BEGIN

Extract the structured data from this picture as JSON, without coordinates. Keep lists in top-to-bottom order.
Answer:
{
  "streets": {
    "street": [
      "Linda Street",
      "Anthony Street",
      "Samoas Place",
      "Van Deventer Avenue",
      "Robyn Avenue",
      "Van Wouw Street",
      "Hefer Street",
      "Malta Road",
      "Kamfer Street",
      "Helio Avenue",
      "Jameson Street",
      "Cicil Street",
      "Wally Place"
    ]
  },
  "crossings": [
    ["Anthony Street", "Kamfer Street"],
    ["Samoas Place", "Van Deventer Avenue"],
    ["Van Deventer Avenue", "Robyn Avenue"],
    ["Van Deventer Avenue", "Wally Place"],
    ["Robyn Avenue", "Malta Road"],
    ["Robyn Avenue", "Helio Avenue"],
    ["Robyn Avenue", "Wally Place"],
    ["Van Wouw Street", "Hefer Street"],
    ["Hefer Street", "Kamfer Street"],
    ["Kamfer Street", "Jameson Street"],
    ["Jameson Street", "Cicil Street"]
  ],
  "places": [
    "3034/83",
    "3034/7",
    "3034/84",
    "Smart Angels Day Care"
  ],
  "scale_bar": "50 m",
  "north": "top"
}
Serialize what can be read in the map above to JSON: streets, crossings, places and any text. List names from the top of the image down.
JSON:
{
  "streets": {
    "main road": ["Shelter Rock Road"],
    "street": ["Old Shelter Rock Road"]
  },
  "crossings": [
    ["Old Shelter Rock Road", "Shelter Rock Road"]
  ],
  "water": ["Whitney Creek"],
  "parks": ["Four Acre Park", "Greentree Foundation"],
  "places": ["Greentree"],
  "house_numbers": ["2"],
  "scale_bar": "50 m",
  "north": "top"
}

END

- Work to complete -
Go through the data and return each line where the word "from" appears.

- Answer box -
Extract the structured data from this picture as JSON, without coordinates. Keep lists in top-to-bottom order.
Serialize what can be read in the map above to JSON: streets, crossings, places and any text. List names from the top of the image down.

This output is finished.